Yet time and again people have refused to answer that siren song. Somehow individuals and whole cultures defy the destruction and build something new and durable in the midst of rubble.
These are acts of radical creation, moments of making in the face of destruction. “Radical” means overcoming harm at its root and generating a profound, innovative alternative.
For a long time I’ve been drawn to what I call “pragmatic comedies,” stories of survival fueled by a tough-minded response to concrete difficulties. That concept emerged from my reading of Montana literature during the rise of right-wing extremists in the 90s. Our time calls for an even more urgent kind of making, a form of building that must often begin from ground zero. How do you imagine and create in the shadow of utter devastation?

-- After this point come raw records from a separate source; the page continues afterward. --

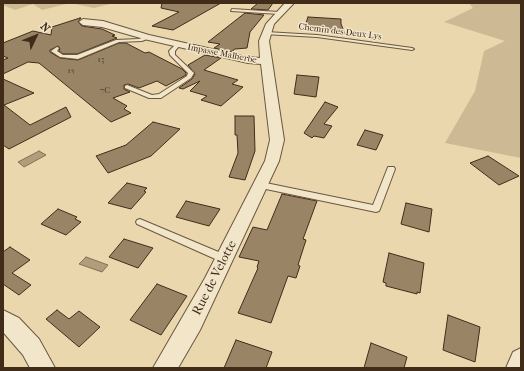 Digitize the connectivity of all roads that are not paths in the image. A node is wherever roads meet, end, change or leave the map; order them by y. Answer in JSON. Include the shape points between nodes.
{"nodes":[{"id":1,"x":290,"y":3,"type":"edge"},
{"id":2,"x":232,"y":10,"type":"dead end"},
{"id":3,"x":278,"y":13,"type":"junction"},
{"id":4,"x":83,"y":22,"type":"dead end"},
{"id":5,"x":266,"y":33,"type":"junction"},
{"id":6,"x":147,"y":37,"type":"junction"},
{"id":7,"x":178,"y":45,"type":"junction"},
{"id":8,"x":57,"y":48,"type":"dead end"},
{"id":9,"x":412,"y":49,"type":"dead end"},
{"id":10,"x":266,"y":61,"type":"junction"},
{"id":11,"x":127,"y":87,"type":"dead end"},
{"id":12,"x":391,"y":169,"type":"dead end"},
{"id":13,"x":261,"y":185,"type":"junction"},
{"id":14,"x":140,"y":222,"type":"dead end"},
{"id":15,"x":225,"y":259,"type":"junction"},
{"id":16,"x":3,"y":320,"type":"edge"},
{"id":17,"x":521,"y":360,"type":"edge"},
{"id":18,"x":43,"y":368,"type":"edge"},
{"id":19,"x":165,"y":368,"type":"edge"},
{"id":20,"x":518,"y":368,"type":"edge"}],
"edges":[{"from":1,"to":3,"type":"street","name":"Rue de Velotte"},
{"from":2,"to":3,"type":"lane"},
{"from":3,"to":5,"type":"street","name":"Rue de Velotte"},
{"from":4,"to":6,"type":"street","name":"Impasse Malherbe","via":[[104,24]]},
{"from":5,"to":9,"type":"lane","name":"Chemin des Deux Lys","via":[[317,36]]},
{"from":5,"to":10,"type":"street","name":"Rue de Velotte"},
{"from":6,"to":7,"type":"street","name":"Impasse Malherbe"},
{"from":6,"to":8,"type":"lane","name":"Impasse Malherbe","via":[[140,40],[118,41],[78,57],[62,56],[54,51]]},
{"from":7,"to":10,"type":"street","name":"Impasse Malherbe","via":[[248,60]]},
{"from":7,"to":11,"type":"lane","name":"Impasse Malherbe","via":[[172,51],[173,55],[191,73],[189,77],[161,96],[151,97]]},
{"from":10,"to":13,"type":"street","name":"Rue de Velotte","via":[[277,140],[272,161]]},
{"from":12,"to":13,"type":"lane","via":[[376,209]]},
{"from":13,"to":15,"type":"street","name":"Rue de Velotte"},
{"from":14,"to":15,"type":"lane"},
{"from":15,"to":19,"type":"street","name":"Rue de Velotte"},
{"from":16,"to":18,"type":"street","via":[[31,347]]},
{"from":17,"to":20,"type":"street"}]} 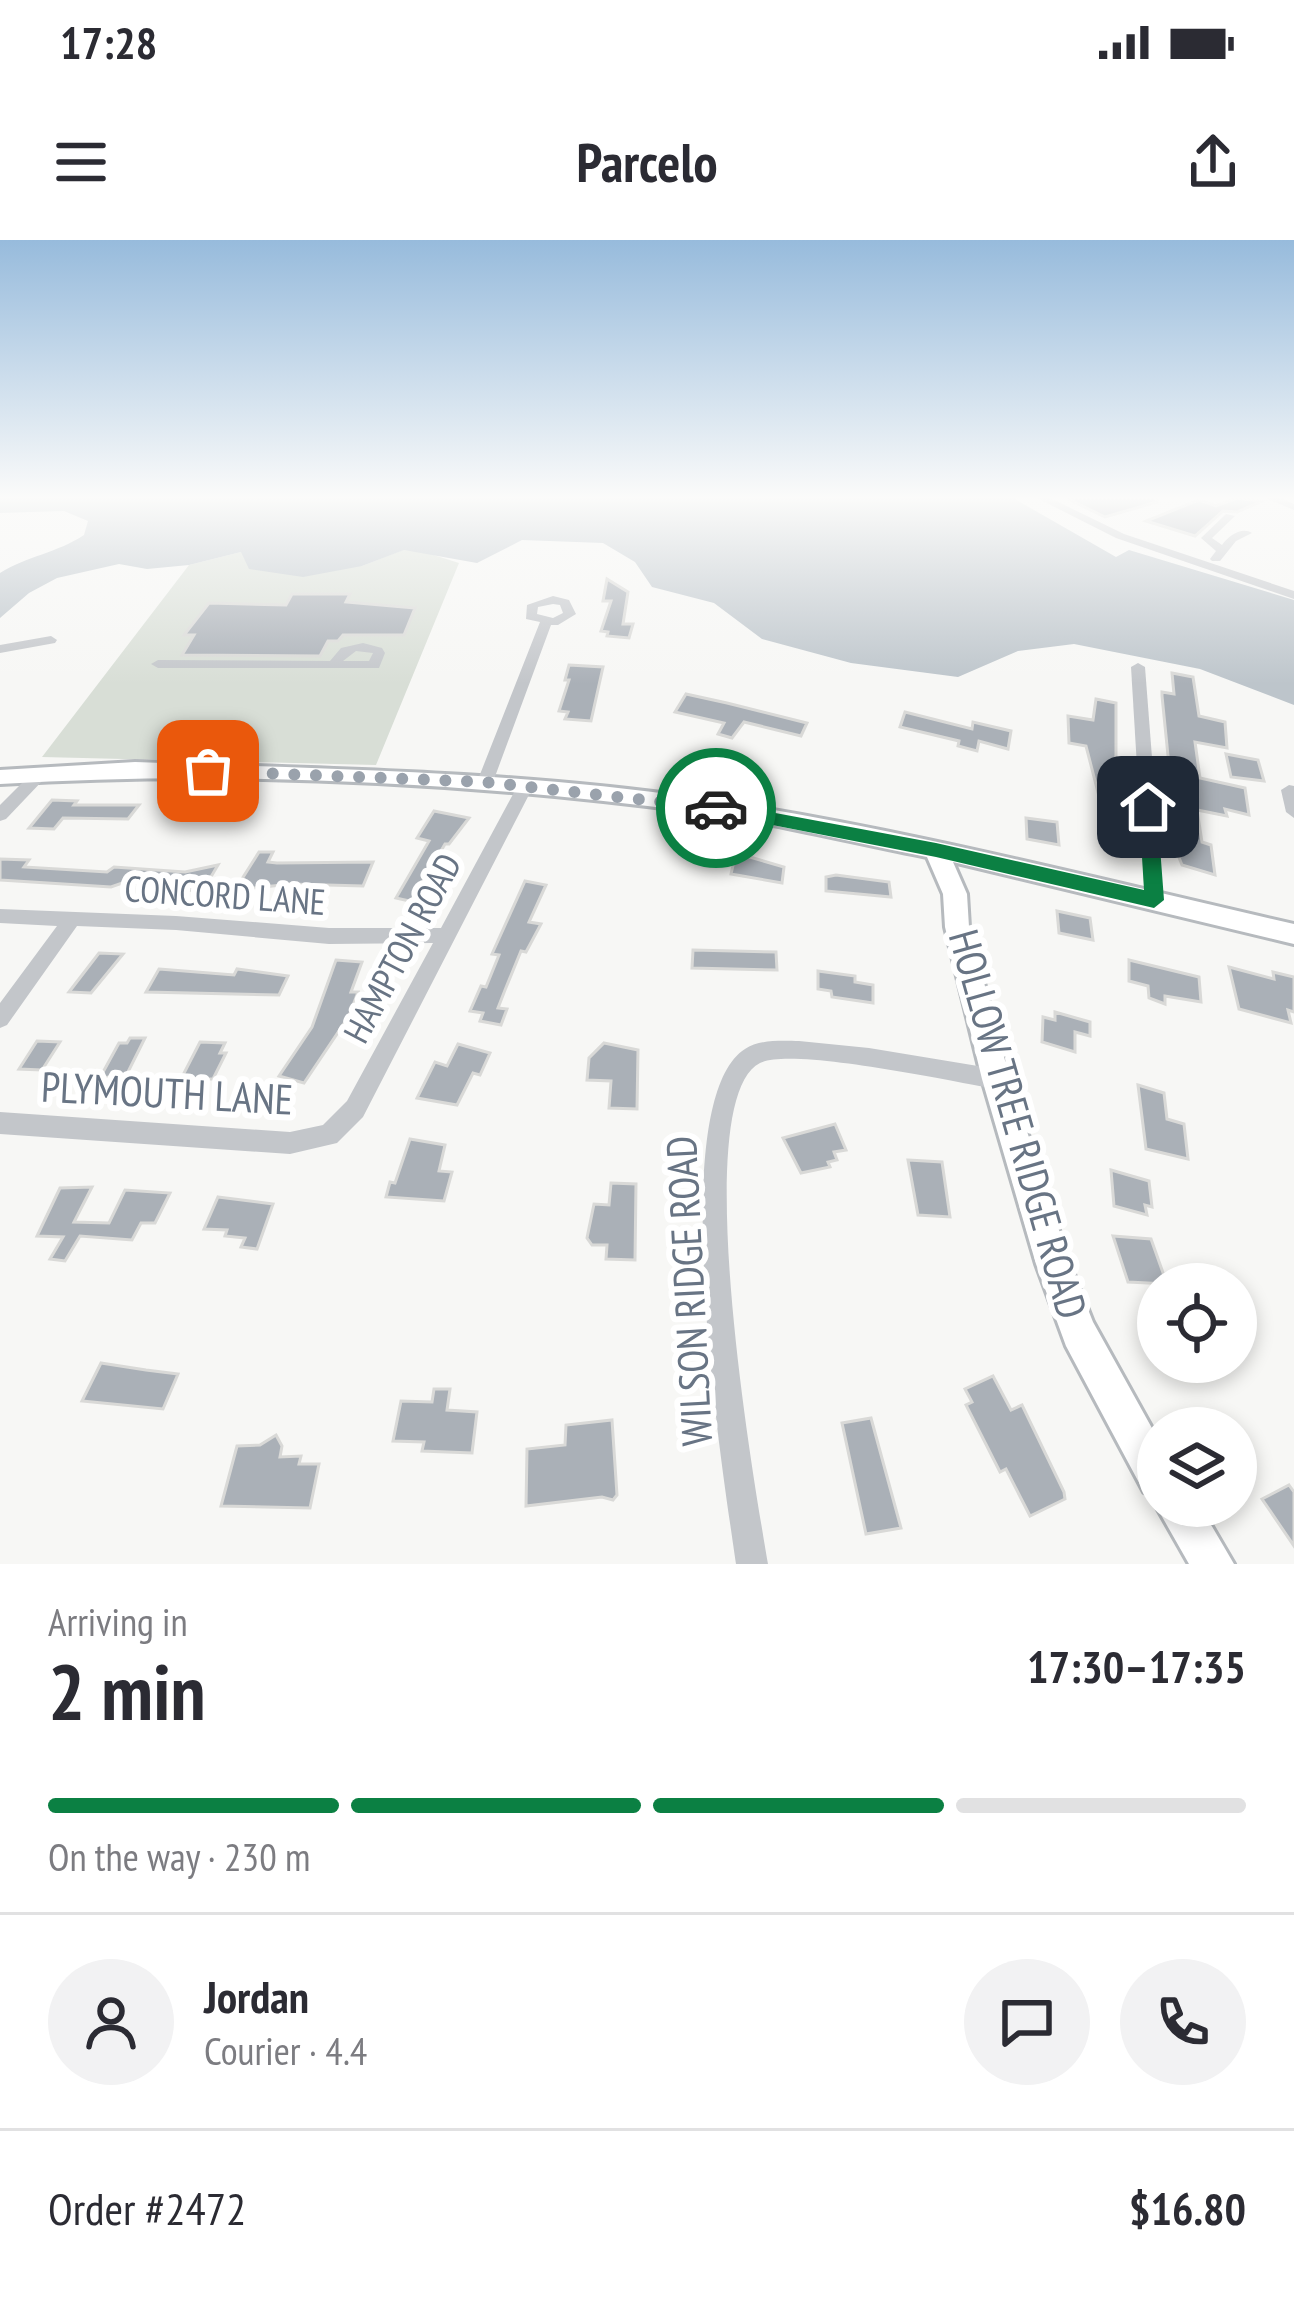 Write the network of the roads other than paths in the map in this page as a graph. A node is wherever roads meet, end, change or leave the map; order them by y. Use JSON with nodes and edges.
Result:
{"nodes":[{"id":1,"x":1186,"y":560,"type":"edge"},
{"id":2,"x":1216,"y":560,"type":"edge"},
{"id":3,"x":1209,"y":568,"type":"junction"},
{"id":4,"x":1294,"y":595,"type":"edge"},
{"id":5,"x":546,"y":622,"type":"dead end"},
{"id":6,"x":51,"y":640,"type":"dead end"},
{"id":7,"x":0,"y":649,"type":"edge"},
{"id":8,"x":158,"y":664,"type":"dead end"},
{"id":9,"x":374,"y":665,"type":"dead end"},
{"id":10,"x":1138,"y":668,"type":"dead end"},
{"id":11,"x":40,"y":774,"type":"junction"},
{"id":12,"x":0,"y":777,"type":"edge"},
{"id":13,"x":485,"y":782,"type":"junction"},
{"id":14,"x":526,"y":785,"type":"junction"},
{"id":15,"x":1289,"y":790,"type":"dead end"},
{"id":16,"x":1294,"y":812,"type":"edge"},
{"id":17,"x":0,"y":814,"type":"edge"},
{"id":18,"x":936,"y":850,"type":"junction"},
{"id":19,"x":982,"y":860,"type":"junction"},
{"id":20,"x":955,"y":894,"type":"junction"},
{"id":21,"x":1154,"y":900,"type":"junction"},
{"id":22,"x":0,"y":916,"type":"edge"},
{"id":23,"x":71,"y":920,"type":"junction"},
{"id":24,"x":1294,"y":934,"type":"edge"},
{"id":25,"x":445,"y":935,"type":"junction"},
{"id":26,"x":0,"y":1018,"type":"edge"},
{"id":27,"x":996,"y":1079,"type":"junction"},
{"id":28,"x":0,"y":1123,"type":"edge"},
{"id":29,"x":328,"y":1136,"type":"joint"},
{"id":30,"x":1137,"y":1440,"type":"edge"},
{"id":31,"x":1189,"y":1527,"type":"edge"},
{"id":32,"x":752,"y":1564,"type":"edge"},
{"id":33,"x":1213,"y":1564,"type":"edge"}],
"edges":[{"from":1,"to":3,"type":"street"},
{"from":2,"to":3,"type":"street"},
{"from":3,"to":4,"type":"street"},
{"from":5,"to":13,"type":"street"},
{"from":6,"to":7,"type":"street"},
{"from":8,"to":9,"type":"street"},
{"from":10,"to":21,"type":"street"},
{"from":11,"to":12,"type":"main road"},
{"from":11,"to":13,"type":"main road"},
{"from":11,"to":17,"type":"street"},
{"from":13,"to":14,"type":"main road"},
{"from":14,"to":18,"type":"main road"},
{"from":14,"to":25,"type":"street","name":"HAMPTON ROAD"},
{"from":15,"to":16,"type":"street"},
{"from":18,"to":19,"type":"main road"},
{"from":18,"to":20,"type":"main road","name":"HOLLOW TREE RIDGE ROAD"},
{"from":19,"to":20,"type":"main road","name":"HOLLOW TREE RIDGE ROAD"},
{"from":19,"to":21,"type":"main road"},
{"from":20,"to":27,"type":"main road","name":"HOLLOW TREE RIDGE ROAD"},
{"from":21,"to":24,"type":"main road"},
{"from":22,"to":23,"type":"street","name":"CONCORD LANE"},
{"from":23,"to":25,"type":"street","name":"CONCORD LANE"},
{"from":23,"to":26,"type":"street"},
{"from":25,"to":29,"type":"street","name":"HAMPTON ROAD"},
{"from":27,"to":30,"type":"main road","name":"HOLLOW TREE RIDGE ROAD"},
{"from":27,"to":32,"type":"street","name":"WILSON RIDGE ROAD"},
{"from":28,"to":29,"type":"street","name":"PLYMOUTH LANE"},
{"from":31,"to":33,"type":"main road"}]}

The Apsaalooke leader Plenty Coups offered a moving example. When his tribal nation’s world was all but destroyed by invading Americans during the nineteenth century, he provided his people a vision that accounted for the losses and cleared the ground for a new beginning: “Young Plenty Coups’s dream was an act of radical anticipation in this sense: it did not merely try to predict future events; it gave the tribe imaginative tools with which to endure a conceptual onslaught” (Lear, Radical Hope). That creative act allowed his nation to move forward into the future despite a world-shattering event.
Looking back on such acts of radical creation can give hope and practical courage. It can insulate us from despair and lift up our hearts. It can also remind us of the real challenges to completing such hopeful acts.
This newsletter will be dedicated to sharing instances of diverse creators making something new to overcome loss. Many of these essays, memoirs, poems, and fictional works will emerge from my personal obsessions, but I’ve invited friends and family to contribute their own writings so that we can experience the breadth and variety of radical creation. While my essays will focus on artists and writers, some contributors will treat creation in science and other domains. And since this is an interactive social media site, you can share your examples, your questions, your possibilities. My hope is that this newsletter will become a deeply collaborative act of creation.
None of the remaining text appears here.